Problem details ::
Would you transcribe the records below exactly, omitting every picture?

Records to use ::
============================================================
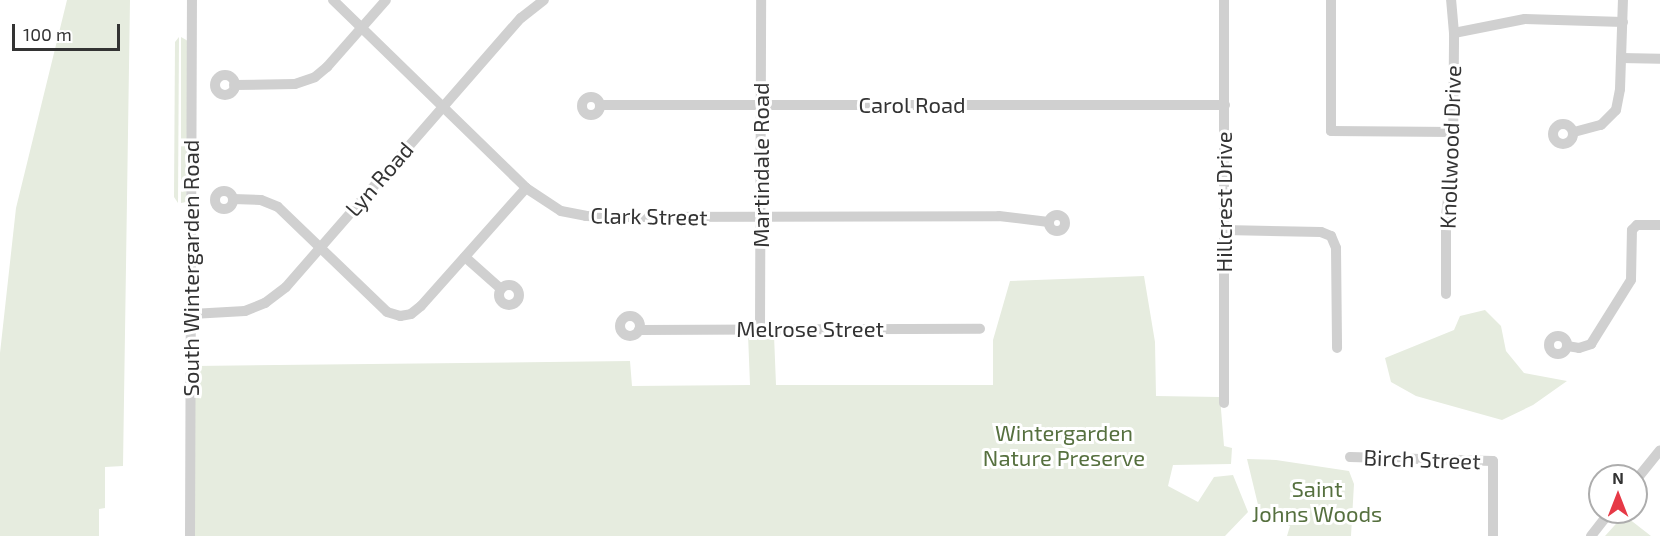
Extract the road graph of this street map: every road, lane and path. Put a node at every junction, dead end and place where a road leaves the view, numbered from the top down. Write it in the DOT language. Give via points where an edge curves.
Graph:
graph roads {
  1 [pos="192,0"];
  2 [pos="333,0"];
  3 [pos="386,0"];
  4 [pos="544,0"];
  5 [pos="761,0"];
  6 [pos="1224,0"];
  7 [pos="1331,0"];
  8 [pos="1451,0"];
  9 [pos="1623,0"];
  10 [pos="1623,22"];
  11 [pos="361,28"];
  12 [pos="1454,33"];
  13 [pos="1622,58"];
  14 [pos="1660,59"];
  15 [pos="234,85"];
  16 [pos="600,105"];
  17 [pos="761,105"];
  18 [pos="1225,105"];
  19 [pos="442,107"];
  20 [pos="1453,132"];
  21 [pos="1574,132"];
  22 [pos="526,188"];
  23 [pos="233,200"];
  24 [pos="761,217"];
  25 [pos="1049,222"];
  26 [pos="1660,225"];
  27 [pos="1224,230"];
  28 [pos="321,247"];
  29 [pos="465,257"];
  30 [pos="501,289"];
  31 [pos="1446,294"];
  32 [pos="192,314"];
  33 [pos="760,329"];
  34 [pos="980,329"];
  35 [pos="639,330"];
  36 [pos="1567,346"];
  37 [pos="1337,348"];
  38 [pos="1224,403"];
  39 [pos="1660,450"];
  40 [pos="1350,457"];
  41 [pos="1648,465"];
  42 [pos="1600,524"];
  43 [pos="190,536"];
  44 [pos="1493,536"];
  45 [pos="1591,536"];
  1 -- 32 [label="street, South Wintergarden Road"];
  2 -- 11 [label="street, Clark Street"];
  3 -- 11 [label="street"];
  4 -- 19 [label="street, Lyn Road" via="521,18"];
  5 -- 17 [label="street, Martindale Road"];
  6 -- 18 [label="street, Hillcrest Drive"];
  7 -- 20 [label="street" via="1330,131"];
  8 -- 12 [label="street, Knollwood Drive"];
  9 -- 10 [label="street"];
  10 -- 12 [label="street" via="1525,19"];
  10 -- 13 [label="street"];
  11 -- 15 [label="street" via="327,67 310,79 284,85"];
  11 -- 19 [label="street, Clark Street"];
  12 -- 20 [label="street, Knollwood Drive"];
  13 -- 14 [label="street"];
  13 -- 21 [label="street" via="1620,99 1612,116 1596,127"];
  16 -- 17 [label="street, Carol Road"];
  17 -- 18 [label="street, Carol Road"];
  17 -- 24 [label="street, Martindale Road"];
  18 -- 27 [label="street, Hillcrest Drive"];
  19 -- 22 [label="street, Clark Street"];
  19 -- 28 [label="street, Lyn Road"];
  20 -- 31 [label="street, Knollwood Drive" via="1446,216"];
  22 -- 24 [label="street, Clark Street" via="551,207 586,216"];
  22 -- 29 [label="street"];
  23 -- 28 [label="street" via="273,204"];
  24 -- 25 [label="street, Clark Street" via="999,216"];
  24 -- 33 [label="street, Martindale Road"];
  26 -- 36 [label="street" via="1637,225 1632,230 1631,280 1591,344 1581,348"];
  27 -- 37 [label="street" via="1321,232 1331,236 1336,248"];
  27 -- 38 [label="street, Hillcrest Drive"];
  28 -- 29 [label="street" via="387,312 400,316 416,311"];
  28 -- 32 [label="street, Lyn Road" via="265,303 234,313"];
  29 -- 30 [label="street"];
  32 -- 43 [label="street, South Wintergarden Road"];
  33 -- 34 [label="street, Melrose Street"];
  33 -- 35 [label="street, Melrose Street"];
  39 -- 41 [label="street"];
  40 -- 44 [label="street, Birch Street" via="1493,461"];
  42 -- 45 [label="street"];
}
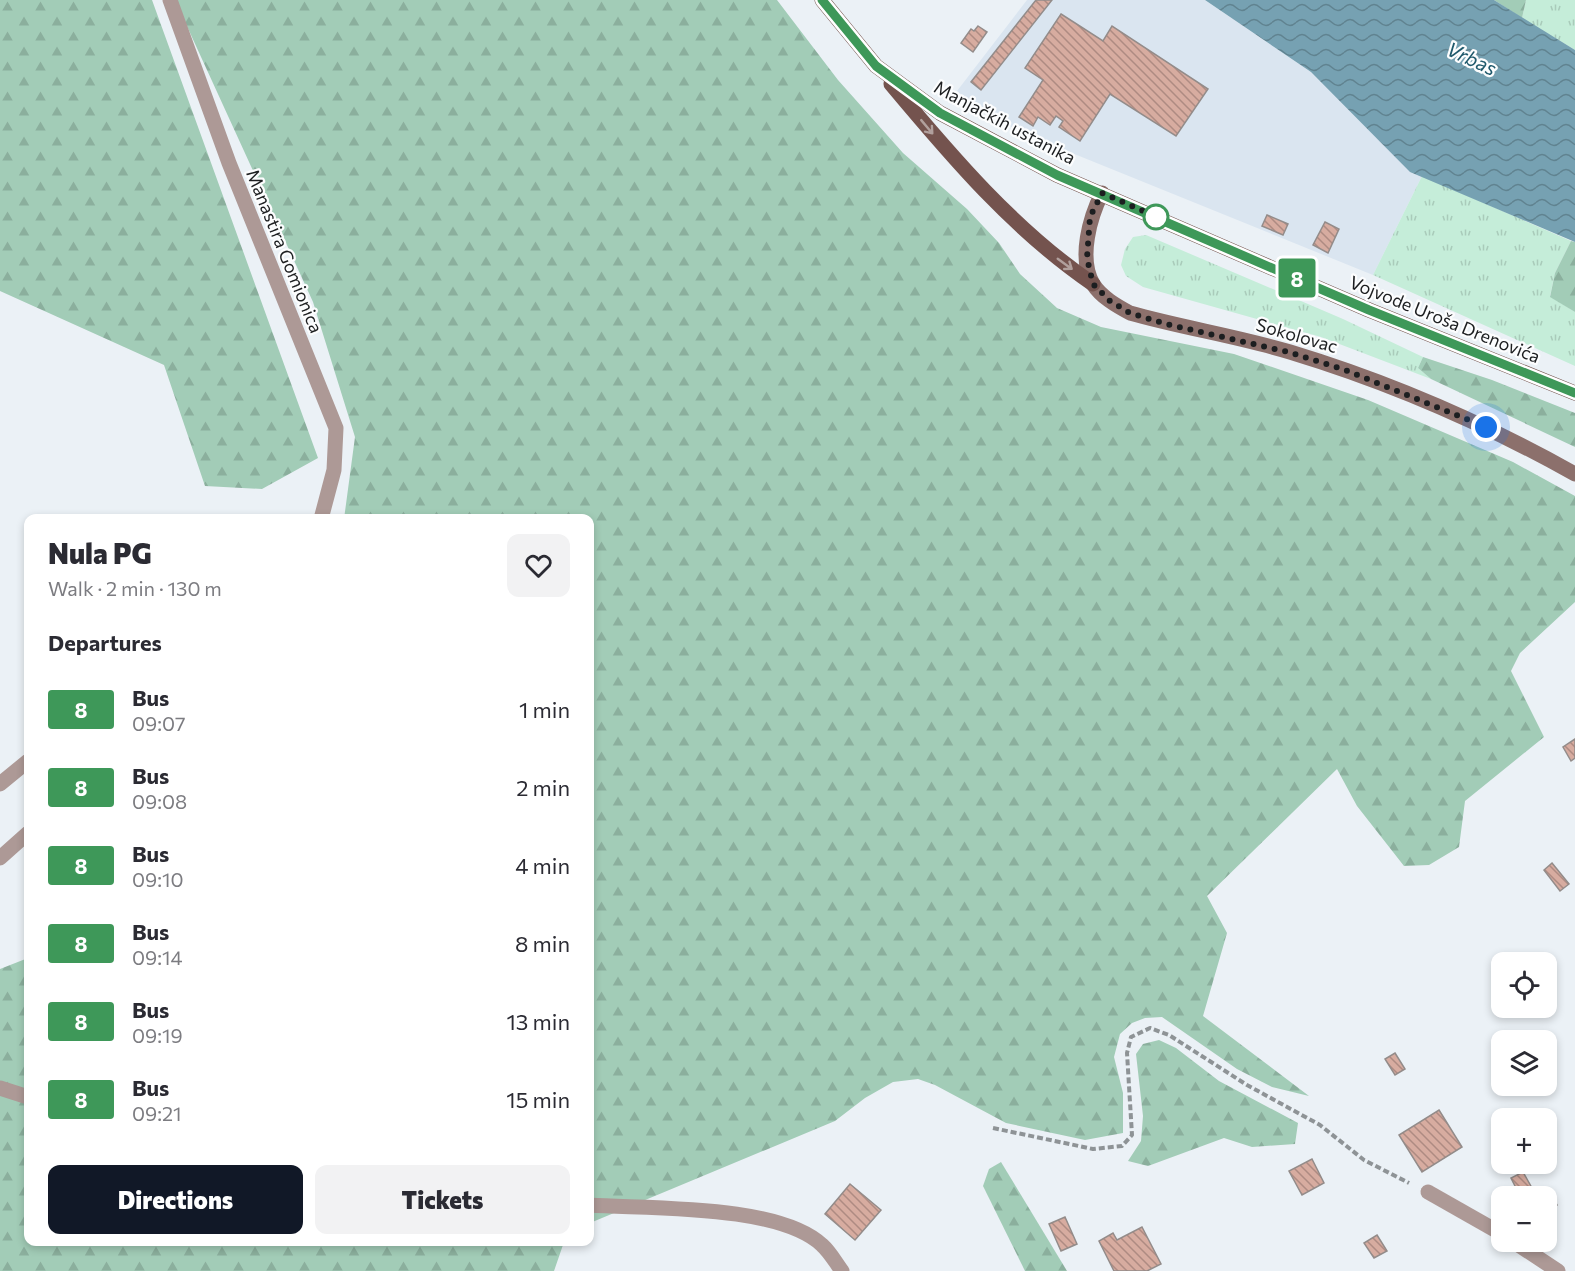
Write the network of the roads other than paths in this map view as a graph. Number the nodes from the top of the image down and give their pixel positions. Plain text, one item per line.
1 (170, 0) edge
2 (822, 0) edge
3 (876, 66) junction
4 (1102, 193) junction
5 (1093, 284) junction
6 (1575, 393) edge
7 (1575, 474) edge
8 (322, 514) edge
9 (24, 764) edge
10 (0, 784) edge
11 (24, 837) edge
12 (0, 858) edge
13 (0, 1088) edge
14 (24, 1096) edge
15 (1428, 1192) road end
16 (594, 1204) edge
17 (1491, 1228) edge
18 (1529, 1252) edge
19 (842, 1271) edge
20 (1558, 1271) edge

1 - 8 street, Manastira Gomionica
2 - 3 main road, Manjačkih ustanika
3 - 4 main road, Manjačkih ustanika
3 -> 5 main road
4 - 5 main road
4 - 6 main road, Vojvode Uroša Drenovića
5 - 7 main road, Sokolovac
9 - 10 street
11 - 12 street
13 - 14 street
15 - 17 street
16 - 19 street
18 - 20 street

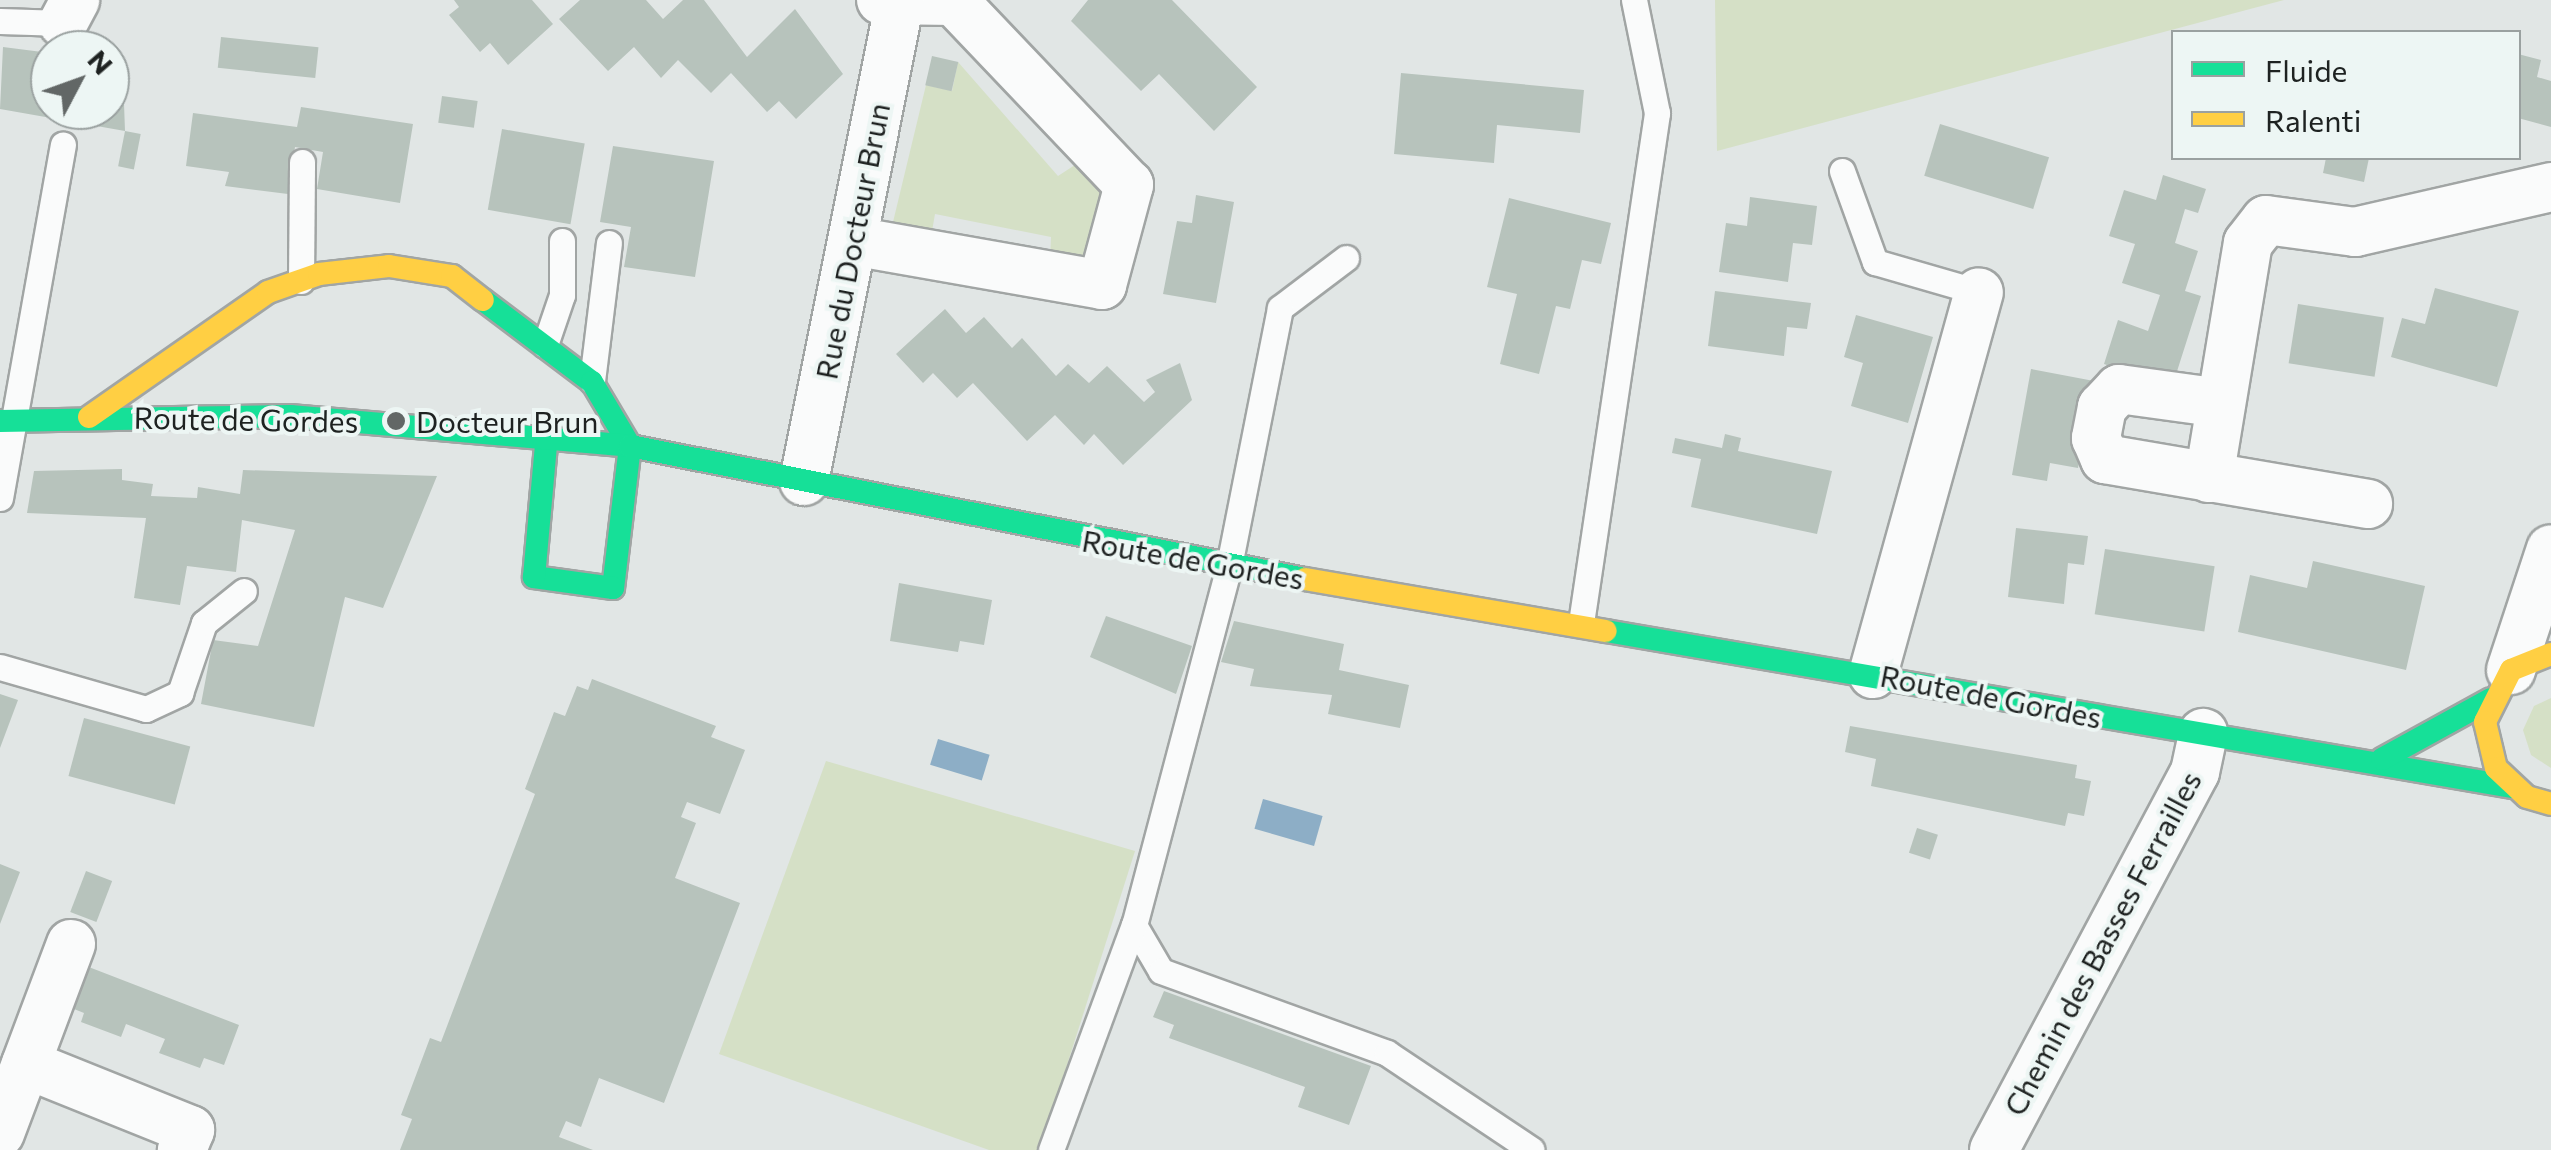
============================================================
Solved problem ::
Extract the road graph of this street map: every road, lane and path. Put a node at every junction, dead end and place where a road leaves the view, numbered from the top down. Write it in the DOT language. Give via points where an edge curves.
Graph:
graph roads {
  1 [pos="192,0"];
  2 [pos="333,0"];
  3 [pos="386,0"];
  4 [pos="544,0"];
  5 [pos="761,0"];
  6 [pos="1224,0"];
  7 [pos="1331,0"];
  8 [pos="1451,0"];
  9 [pos="1623,0"];
  10 [pos="1623,22"];
  11 [pos="361,28"];
  12 [pos="1454,33"];
  13 [pos="1622,58"];
  14 [pos="1660,59"];
  15 [pos="234,85"];
  16 [pos="600,105"];
  17 [pos="761,105"];
  18 [pos="1225,105"];
  19 [pos="442,107"];
  20 [pos="1453,132"];
  21 [pos="1574,132"];
  22 [pos="526,188"];
  23 [pos="233,200"];
  24 [pos="761,217"];
  25 [pos="1049,222"];
  26 [pos="1660,225"];
  27 [pos="1224,230"];
  28 [pos="321,247"];
  29 [pos="465,257"];
  30 [pos="501,289"];
  31 [pos="1446,294"];
  32 [pos="192,314"];
  33 [pos="760,329"];
  34 [pos="980,329"];
  35 [pos="639,330"];
  36 [pos="1567,346"];
  37 [pos="1337,348"];
  38 [pos="1224,403"];
  39 [pos="1660,450"];
  40 [pos="1350,457"];
  41 [pos="1648,465"];
  42 [pos="1600,524"];
  43 [pos="190,536"];
  44 [pos="1493,536"];
  45 [pos="1591,536"];
  1 -- 32 [label="street, South Wintergarden Road"];
  2 -- 11 [label="street, Clark Street"];
  3 -- 11 [label="street"];
  4 -- 19 [label="street, Lyn Road" via="521,18"];
  5 -- 17 [label="street, Martindale Road"];
  6 -- 18 [label="street, Hillcrest Drive"];
  7 -- 20 [label="street" via="1330,131"];
  8 -- 12 [label="street, Knollwood Drive"];
  9 -- 10 [label="street"];
  10 -- 12 [label="street" via="1525,19"];
  10 -- 13 [label="street"];
  11 -- 15 [label="street" via="327,67 310,79 284,85"];
  11 -- 19 [label="street, Clark Street"];
  12 -- 20 [label="street, Knollwood Drive"];
  13 -- 14 [label="street"];
  13 -- 21 [label="street" via="1620,99 1612,116 1596,127"];
  16 -- 17 [label="street, Carol Road"];
  17 -- 18 [label="street, Carol Road"];
  17 -- 24 [label="street, Martindale Road"];
  18 -- 27 [label="street, Hillcrest Drive"];
  19 -- 22 [label="street, Clark Street"];
  19 -- 28 [label="street, Lyn Road"];
  20 -- 31 [label="street, Knollwood Drive" via="1446,216"];
  22 -- 24 [label="street, Clark Street" via="551,207 586,216"];
  22 -- 29 [label="street"];
  23 -- 28 [label="street" via="273,204"];
  24 -- 25 [label="street, Clark Street" via="999,216"];
  24 -- 33 [label="street, Martindale Road"];
  26 -- 36 [label="street" via="1637,225 1632,230 1631,280 1591,344 1581,348"];
  27 -- 37 [label="street" via="1321,232 1331,236 1336,248"];
  27 -- 38 [label="street, Hillcrest Drive"];
  28 -- 29 [label="street" via="387,312 400,316 416,311"];
  28 -- 32 [label="street, Lyn Road" via="265,303 234,313"];
  29 -- 30 [label="street"];
  32 -- 43 [label="street, South Wintergarden Road"];
  33 -- 34 [label="street, Melrose Street"];
  33 -- 35 [label="street, Melrose Street"];
  39 -- 41 [label="street"];
  40 -- 44 [label="street, Birch Street" via="1493,461"];
  42 -- 45 [label="street"];
}
Write the network of the roads other than paths in this map view as a graph. Number the nodes from the top of the image down and give their pixel positions. Plain text, one item per line.
1 (170, 0) edge
2 (822, 0) edge
3 (876, 66) junction
4 (1102, 193) junction
5 (1093, 284) junction
6 (1575, 393) edge
7 (1575, 474) edge
8 (322, 514) edge
9 (24, 764) edge
10 (0, 784) edge
11 (24, 837) edge
12 (0, 858) edge
13 (0, 1088) edge
14 (24, 1096) edge
15 (1428, 1192) road end
16 (594, 1204) edge
17 (1491, 1228) edge
18 (1529, 1252) edge
19 (842, 1271) edge
20 (1558, 1271) edge

1 - 8 street, Manastira Gomionica
2 - 3 main road, Manjačkih ustanika
3 - 4 main road, Manjačkih ustanika
3 -> 5 main road
4 - 5 main road
4 - 6 main road, Vojvode Uroša Drenovića
5 - 7 main road, Sokolovac
9 - 10 street
11 - 12 street
13 - 14 street
15 - 17 street
16 - 19 street
18 - 20 street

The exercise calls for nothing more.